Una mañana de 1999 se levantó, «como cualquier otro día», para practicar sus ejercicios habituales en una cinta de caminar. Sin embargo, Lori Schneider (Wisconsin, EE UU, 1956) creyó en ese momento que su vida había terminado. «Vi mi cuerpo paralizado, todo el lado derecho, de la cabeza a los pies, y sentí pánico». Después de tres meses intensos de pruebas médicas conoció el motivo. Con 43 años, fue diagnosticada de esclerosis múltiple, una enfermedad crónica degenerativa, de causa desconocida, incurable y que afecta al sistema nervioso central.
Lejos de postrarse en una silla de ruedas, Schneider ha superado la parálisis y se ha convertido en una de las 37 mujeres en el mundo que ha conseguido escalar las 'Siete cumbres' -el pico más alto de cada continente-. Tiene además el honor de pertenecer al exclusivo grupo de las cinco féminas mayores de 50 años en conseguir este palmarés y es la primera persona con esclerosis múltiple en hollar el Everest, precisamente hace un año, el 23 de mayo de 2009.
Lori Scheneider estuvo ayer en Bilbao para participar en la segunda jornada que la fundación vasca Eugenia Espalza de Esclerosis Múltiple ha organizado en el Palacio Euskalduna, que congregó a más de trescientos profesionales, sanitarios y familiares. Y llegó con un mensaje de esperanza: «La vida no termina con el diagnóstico de la enfermedad».
«Tenía que hacer algo»
Llevaba 22 años casada cuando esta ex profesora, viajera, escaladora y atleta conoció «la noticia». «Fue un momento de inflexión», reconoce, que le llevó a romper con su pareja. «Me encontraba triste, deprimida y no supimos cómo manejar la situación». Después afrontó el momento de «la decisión». «Tenía que hacer algo con mi enfermedad, fortalecerme; no podía seguir así». Optó por el reencuentro con su familia. Schneider había alcanzado en 1998 la cima del Kilimanjaro, la montaña más alta de África, junto a su padre, justo un año antes de conocer su enfermedad. Entre sus planes ya figuraba la ascensión al Aconcagua, en los Andes argentinos, y no abandonó la idea. «Continué entrenando y al final conseguí el objetivo».
Fue en este pico de 6.962 metros cuando se dio cuenta de que tenía que ser igual de rocosa para afrontar su situación. «Si he sido capaz de esto, ¿cómo no iba a serlo para sobrellevar lo que me ha tocado vivir?». Fue una vía de escape que le hacía sentirse bien. Conseguir las 'Siete cumbres' le ha permitido reforzarse física y psicológicamente. «Ha sido una forma de demostrarme a mí misma que todavía tengo el control sobre mi cuerpo y mi vida».
Diez años después de que le diagnosticaran la enfermedad, Lori Schneider viajó a Nepal para retar al techo del planeta. Fue el ascenso más penoso completado por esta mujer que comenzó a subir grandes montañas cuando sus piernas eran ajenas a la esclerosis. La expedición al Everest le llevó cerca de dos meses. Una semana antes de su inicio, la Federación Internacional de Esclerosis Múltiple le pidió que llevara una bandera en representación del movimiento mundial. Alcanzó la cumbre a las 08.39, después de diez horas y 39 minutos de asalto final.

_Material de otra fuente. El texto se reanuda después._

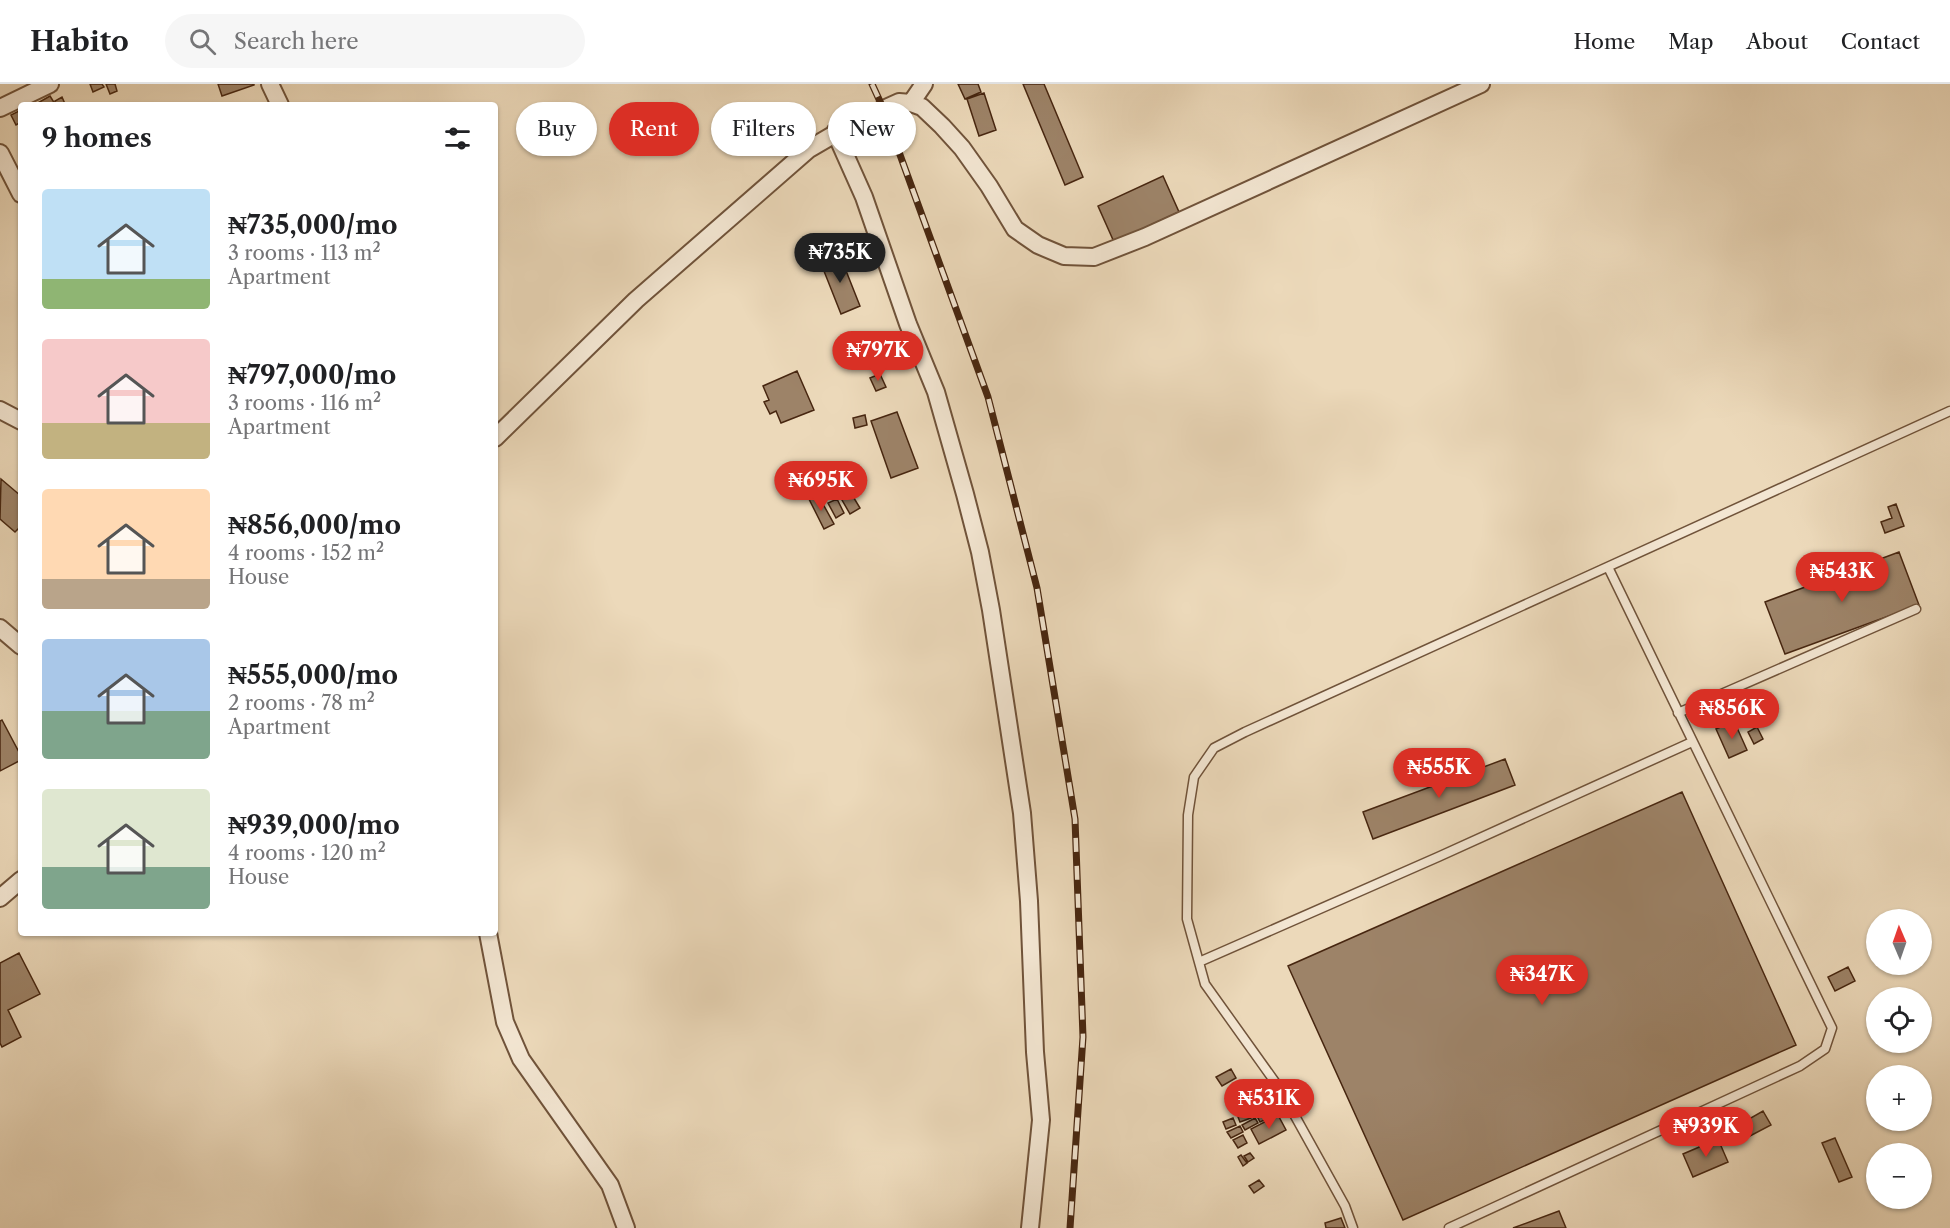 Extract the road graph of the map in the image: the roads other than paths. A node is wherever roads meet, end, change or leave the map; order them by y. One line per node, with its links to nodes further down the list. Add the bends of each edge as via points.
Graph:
1 (50, 84): 8 (street)
2 (270, 84): 5 (street)
3 (924, 84): 6 (street)
4 (1481, 84): 7 (street, via 1094,257 1064,256 1015,229 962,148)
5 (279, 102)
6 (912, 102)
7 (916, 105)
8 (0, 108)
9 (828, 137): 16 (street, via 636,300)
10 (0, 153): 12 (street)
11 (846, 156): 28 (street, via 936,392 980,552 990,610 1022,813 1029,901 1041,1120)
12 (18, 188)
13 (0, 410): 15 (street)
14 (1950, 411): 17 (lane)
15 (18, 419)
16 (498, 435)
17 (1608, 567): 21 (lane); 26 (lane, via 1214,748 1194,777 1188,815 1186,919)
18 (1916, 609): 21 (lane)
19 (0, 628): 20 (street)
20 (18, 643)
21 (1678, 713): 22 (lane)
22 (1692, 742): 26 (lane); 30 (lane, via 1832,1028 1825,1049 1800,1066)
23 (18, 883): 24 (street)
24 (0, 898)
25 (489, 936): 27 (street, via 505,1022 521,1059 610,1185)
26 (1199, 962): 29 (lane, via 1205,984 1280,1089 1346,1206)
27 (626, 1228)
28 (1030, 1228)
29 (1353, 1228)
30 (1449, 1228) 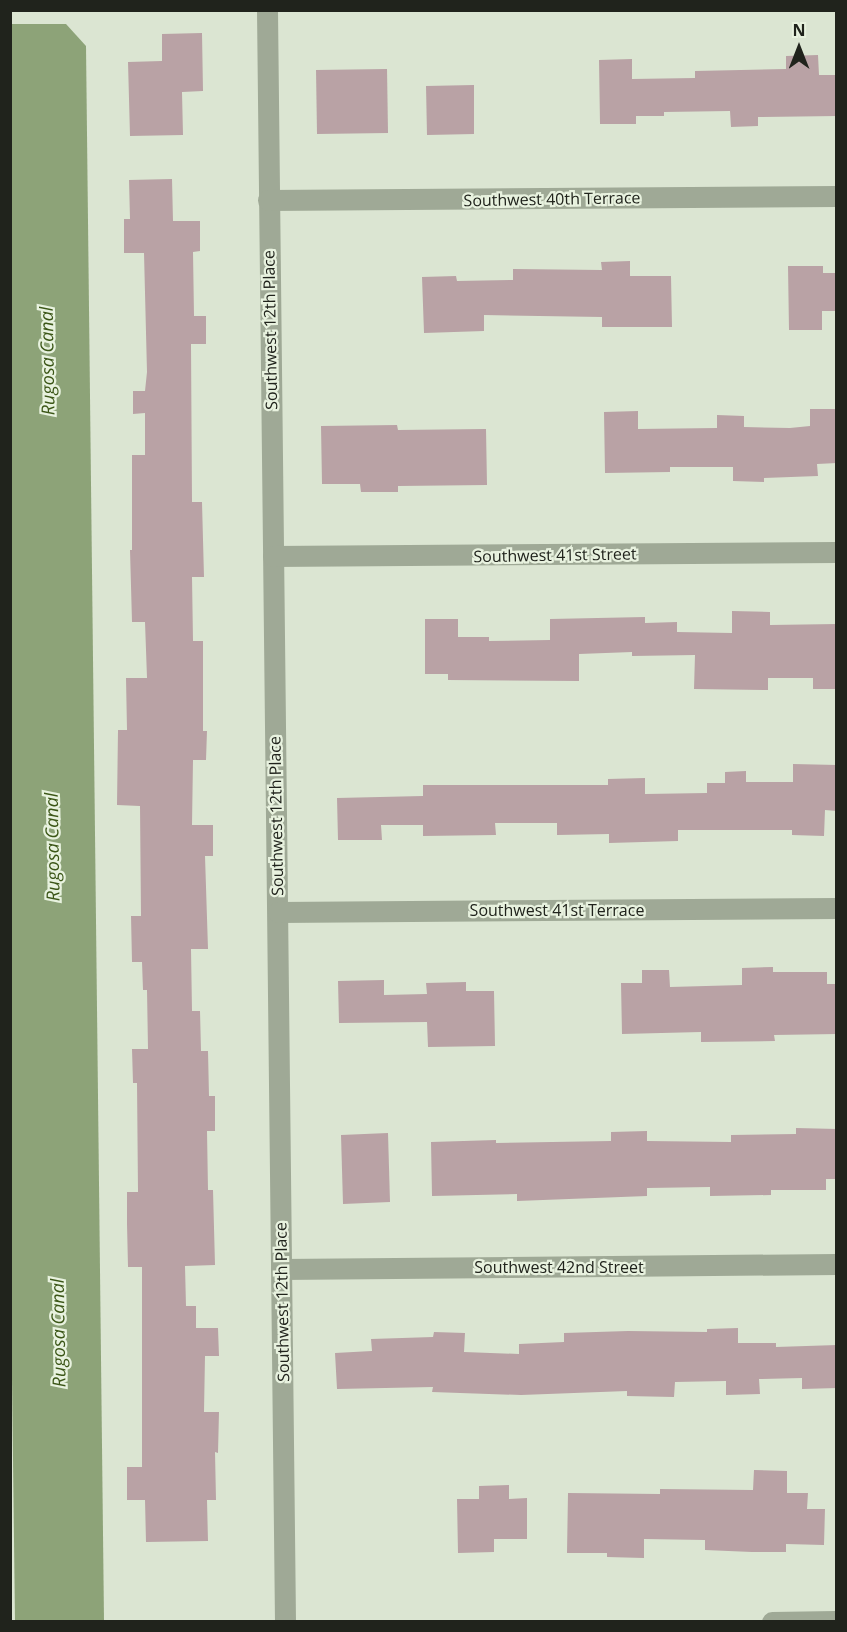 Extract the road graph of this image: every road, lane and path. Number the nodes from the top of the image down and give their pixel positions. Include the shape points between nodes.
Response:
1 (267, 10) edge
2 (837, 196) edge
3 (268, 200) junction
4 (837, 552) edge
5 (273, 556) junction
6 (837, 908) edge
7 (278, 912) junction
8 (837, 1264) edge
9 (281, 1269) junction
10 (837, 1621) edge
11 (285, 1622) edge
12 (772, 1622) edge

1 - 3 street, Southwest 12th Place
2 - 3 street, Southwest 40th Terrace
3 - 5 street, Southwest 12th Place
4 - 5 street, Southwest 41st Street
5 - 7 street, Southwest 12th Place
6 - 7 street, Southwest 41st Terrace
7 - 9 street, Southwest 12th Place
8 - 9 street, Southwest 42nd Street
9 - 11 street, Southwest 12th Place
10 - 12 street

«Había una tormenta increíble -recordaba ayer-. No veía nada a mi alrededor. En realidad, todo lo que pude ver es lo que había en mí, y lo que hice fue mirarme dentro y recordar lo que sentí cuando los médicos dieron con la enfermedad». Así que desplegó su bandera y empezó un descenso que le dejó en el campo base «más brava» que nunca. «Vi que era valiente y diferente a aquella mujer que despertó un día con la mitad de su cuerpo paralizado -ilustraba en el Euskalduna-. Vi a una persona con esperanza de futuro, que no iba a tener miedo a disfrutar de la vida apasionadamente y capaz de enfrentarse a cualquier cosa. En el Everest enterré todos los miedos a la enfermedad».

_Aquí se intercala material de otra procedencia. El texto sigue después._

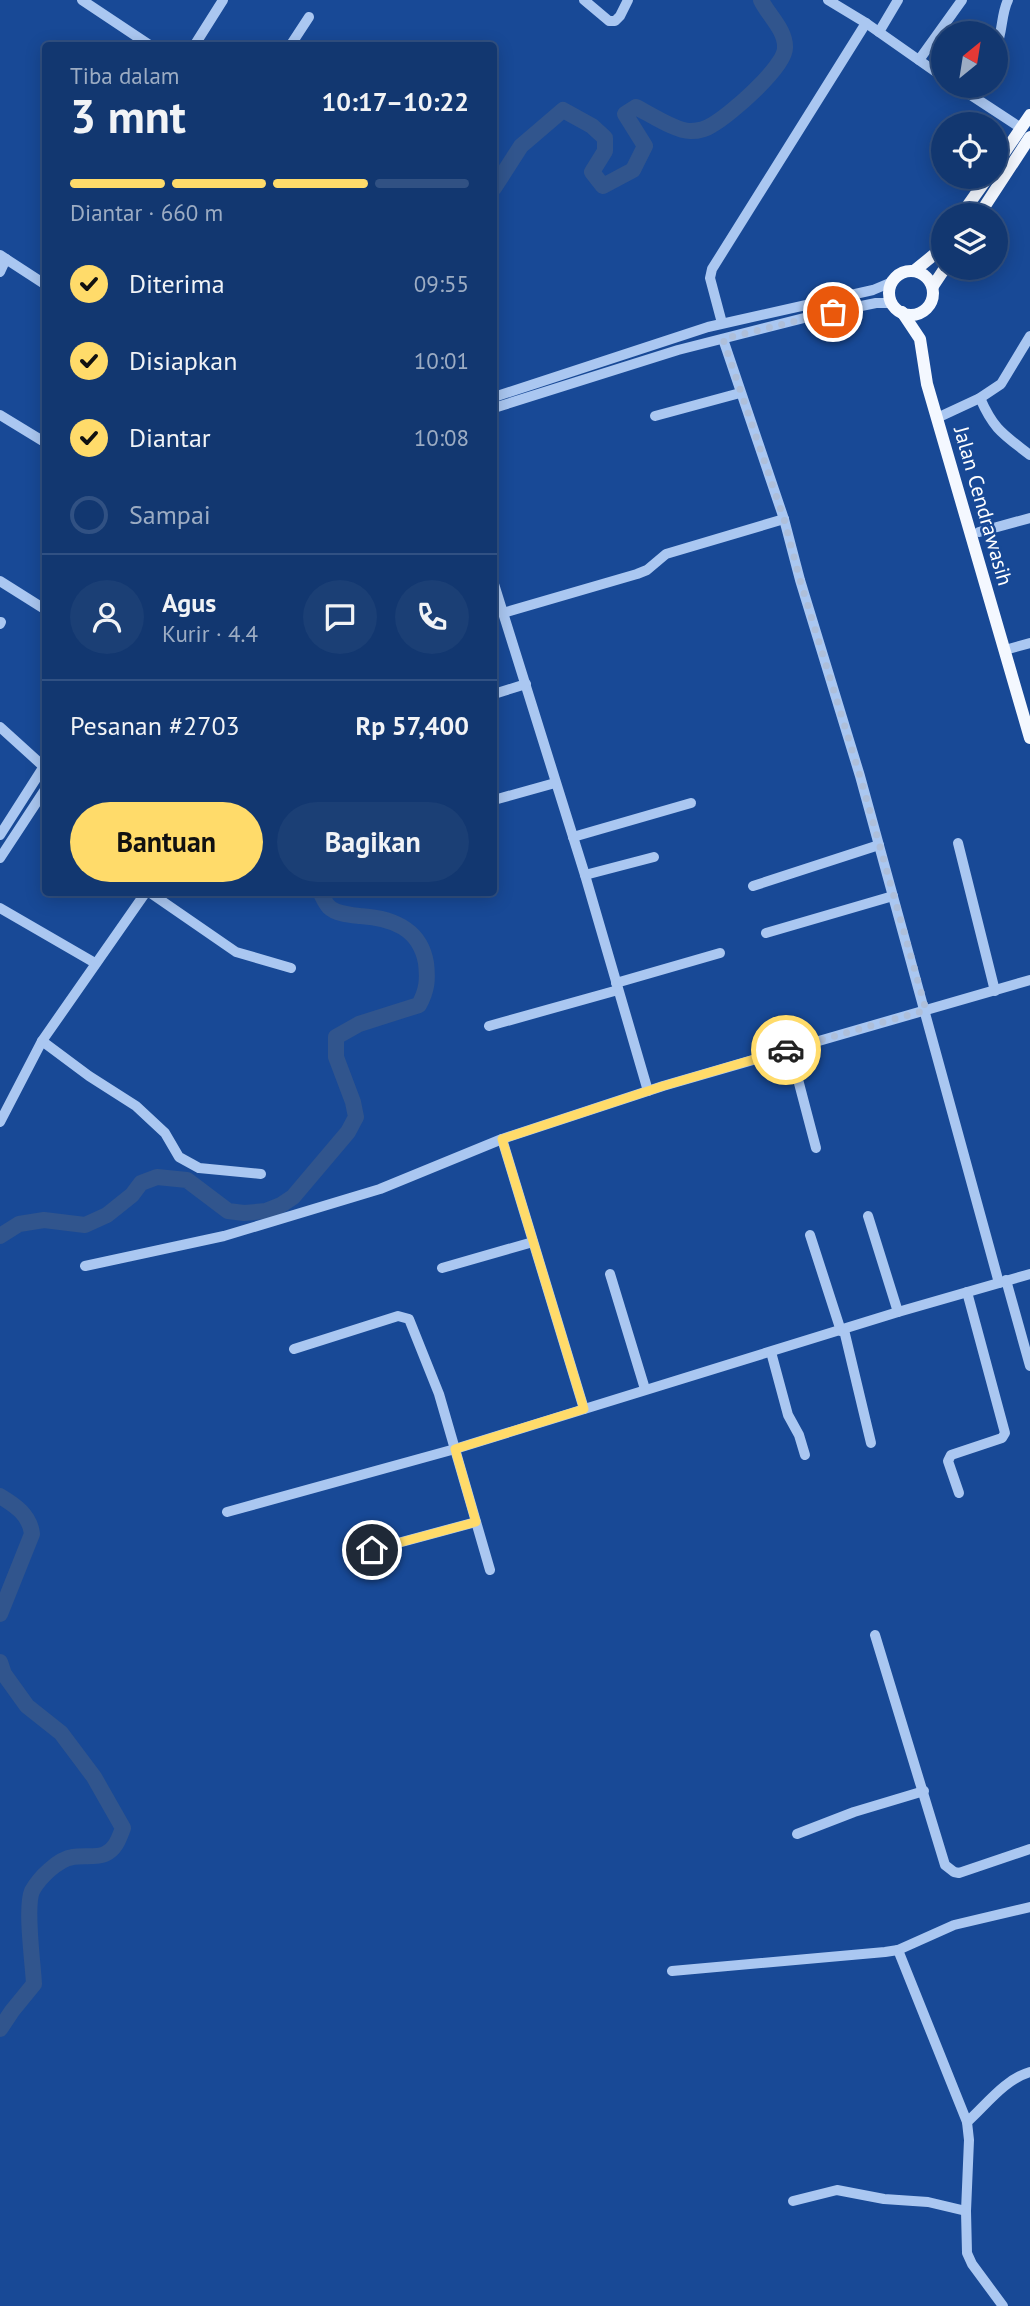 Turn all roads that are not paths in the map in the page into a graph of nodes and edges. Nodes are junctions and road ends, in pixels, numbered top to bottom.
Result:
1 (82, 0) edge
2 (223, 0) edge
3 (584, 0) edge
4 (628, 0) edge
5 (828, 0) edge
6 (898, 0) edge
7 (962, 0) edge
8 (1008, 0) edge
9 (309, 17) dead end
10 (1003, 21) edge
11 (866, 23) junction
12 (879, 32) junction
13 (145, 42) edge
14 (197, 42) edge
15 (293, 42) edge
16 (919, 60) junction
17 (931, 68) edge
18 (982, 98) edge
19 (1030, 115) edge
20 (1026, 132) edge
21 (1008, 152) edge
22 (986, 203) edge
23 (931, 256) edge
24 (3, 257) edge
25 (914, 271) junction
26 (0, 272) edge
27 (937, 280) edge
28 (42, 282) edge
29 (892, 282) junction
30 (933, 286) junction
31 (892, 303) junction
32 (929, 306) junction
33 (902, 313) junction
34 (722, 323) junction
35 (1030, 336) edge
36 (723, 339) junction
37 (920, 339) junction
38 (740, 393) junction
39 (497, 396) edge
40 (980, 398) junction
41 (497, 407) edge
42 (1, 416) edge
43 (655, 416) dead end
44 (940, 416) junction
45 (42, 441) edge
46 (1030, 455) edge
47 (967, 505) junction
48 (1030, 518) edge
49 (784, 519) junction
50 (979, 532) junction
51 (0, 581) edge
52 (497, 595) edge
53 (42, 607) edge
54 (502, 613) junction
55 (1030, 642) edge
56 (1009, 649) junction
57 (526, 684) junction
58 (497, 693) edge
59 (1030, 709) edge
60 (0, 727) edge
61 (1030, 738) edge
62 (42, 763) edge
63 (42, 768) edge
64 (555, 783) junction
65 (42, 794) edge
66 (497, 799) edge
67 (691, 803) dead end
68 (0, 835) edge
69 (573, 837) junction
70 (958, 843) dead end
71 (879, 845) junction
72 (654, 856) dead end
73 (0, 858) edge
74 (585, 875) junction
75 (753, 886) dead end
76 (145, 896) edge
77 (154, 896) edge
78 (893, 896) junction
79 (0, 908) edge
80 (766, 933) dead end
81 (719, 953) dead end
82 (95, 963) junction
83 (291, 968) dead end
84 (1030, 980) edge
85 (617, 986) junction
86 (995, 991) junction
87 (926, 1010) junction
88 (489, 1026) dead end
89 (42, 1041) junction
90 (790, 1049) junction
91 (648, 1091) junction
92 (0, 1122) edge
93 (502, 1139) junction
94 (816, 1148) dead end
95 (261, 1174) dead end
96 (868, 1216) dead end
97 (810, 1235) dead end
98 (533, 1242) junction
99 (85, 1266) dead end
100 (442, 1268) dead end
101 (1030, 1274) edge
102 (610, 1275) dead end
103 (1003, 1281) junction
104 (967, 1292) junction
105 (898, 1312) junction
106 (842, 1330) junction
107 (294, 1349) dead end
108 (771, 1352) junction
109 (1030, 1366) edge
110 (645, 1389) junction
111 (584, 1409) junction
112 (871, 1443) dead end
113 (455, 1449) junction
114 (804, 1455) dead end
115 (959, 1493) dead end
116 (227, 1512) dead end
117 (476, 1522) junction
118 (372, 1550) dead end
119 (490, 1570) dead end
120 (875, 1635) dead end
121 (924, 1791) junction
122 (797, 1835) dead end
123 (1030, 1849) edge
124 (1030, 1907) edge
125 (898, 1950) junction
126 (671, 1971) dead end
127 (1030, 2072) edge
128 (967, 2122) junction
129 (793, 2201) dead end
130 (966, 2211) junction
131 (1003, 2306) edge

1 - 13 street
2 - 14 street
3 - 4 street
5 - 11 street
6 - 12 street
7 - 16 street
8 - 10 street
9 - 15 street
11 - 12 street
11 - 34 street
12 - 16 street
16 - 17 street
18 - 20 street
19 - 20 main road
20 - 21 main road
20 - 22 main road
23 - 25 main road
24 - 26 street
24 - 28 street
25 - 29 main road
25 - 30 main road
27 - 30 main road
29 - 31 main road
29 - 34 street
30 - 32 main road
31 - 33 main road
31 - 36 street
32 - 33 main road
32 - 37 main road
33 - 37 main road
34 - 39 street
35 - 40 street
36 - 38 street
36 - 41 street
37 - 44 main road, Jalan Cendrawasih
38 - 43 street
38 - 49 street
40 - 44 street
40 - 46 street
42 - 45 street
44 - 47 main road, Jalan Cendrawasih
47 - 50 main road, Jalan Cendrawasih
47 - 56 main road, Jalan Cendrawasih
48 - 50 street
49 - 54 street
49 - 71 street
50 - 56 main road, Jalan Cendrawasih
51 - 53 street
52 - 54 street
54 - 57 street
55 - 56 street
56 - 59 main road, Jalan Cendrawasih
56 - 61 main road, Jalan Cendrawasih
57 - 58 street
57 - 64 street
60 - 62 street
63 - 68 street
64 - 66 street
64 - 69 street
65 - 73 street
67 - 69 street
69 - 74 street
70 - 86 street
71 - 75 street
71 - 78 street
72 - 74 street
74 - 85 street
76 - 82 street
77 - 83 street
78 - 80 street
78 - 87 street
79 - 82 street
81 - 85 street
82 - 89 street
84 - 86 street
85 - 88 street
85 - 91 street
86 - 87 street
87 - 90 street
87 - 103 street
89 - 92 street
89 - 95 street
90 - 91 street
90 - 94 street
91 - 93 street
93 - 98 street
93 - 99 street
96 - 105 street
97 - 106 street
98 - 100 street
98 - 111 street
101 - 103 street
102 - 110 street
103 - 104 street
103 - 109 street
104 - 105 street
104 - 115 street
105 - 106 street
106 - 108 street
106 - 112 street
107 - 113 street
108 - 110 street
108 - 114 street
110 - 111 street
111 - 113 street
113 - 116 street
113 - 117 street
117 - 118 street
117 - 119 street
120 - 121 street
121 - 122 street
121 - 123 street
124 - 125 street
125 - 126 street
125 - 128 street
127 - 128 street
128 - 130 street
129 - 130 street
130 - 131 street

Tras once años de compartir las 24 horas del día con el mal, la alpinista recomienda que ningún enfermo abandone sus sueños. «La esclerosis no es una decisión tuya, pero sí lo es lo que hagas con tu vida y con la enfermedad». Schneider es en la actualidad oradora motivacional, realiza presentaciones sobre montañismo y ofrece su apoyo a las personas recién diagnosticadas.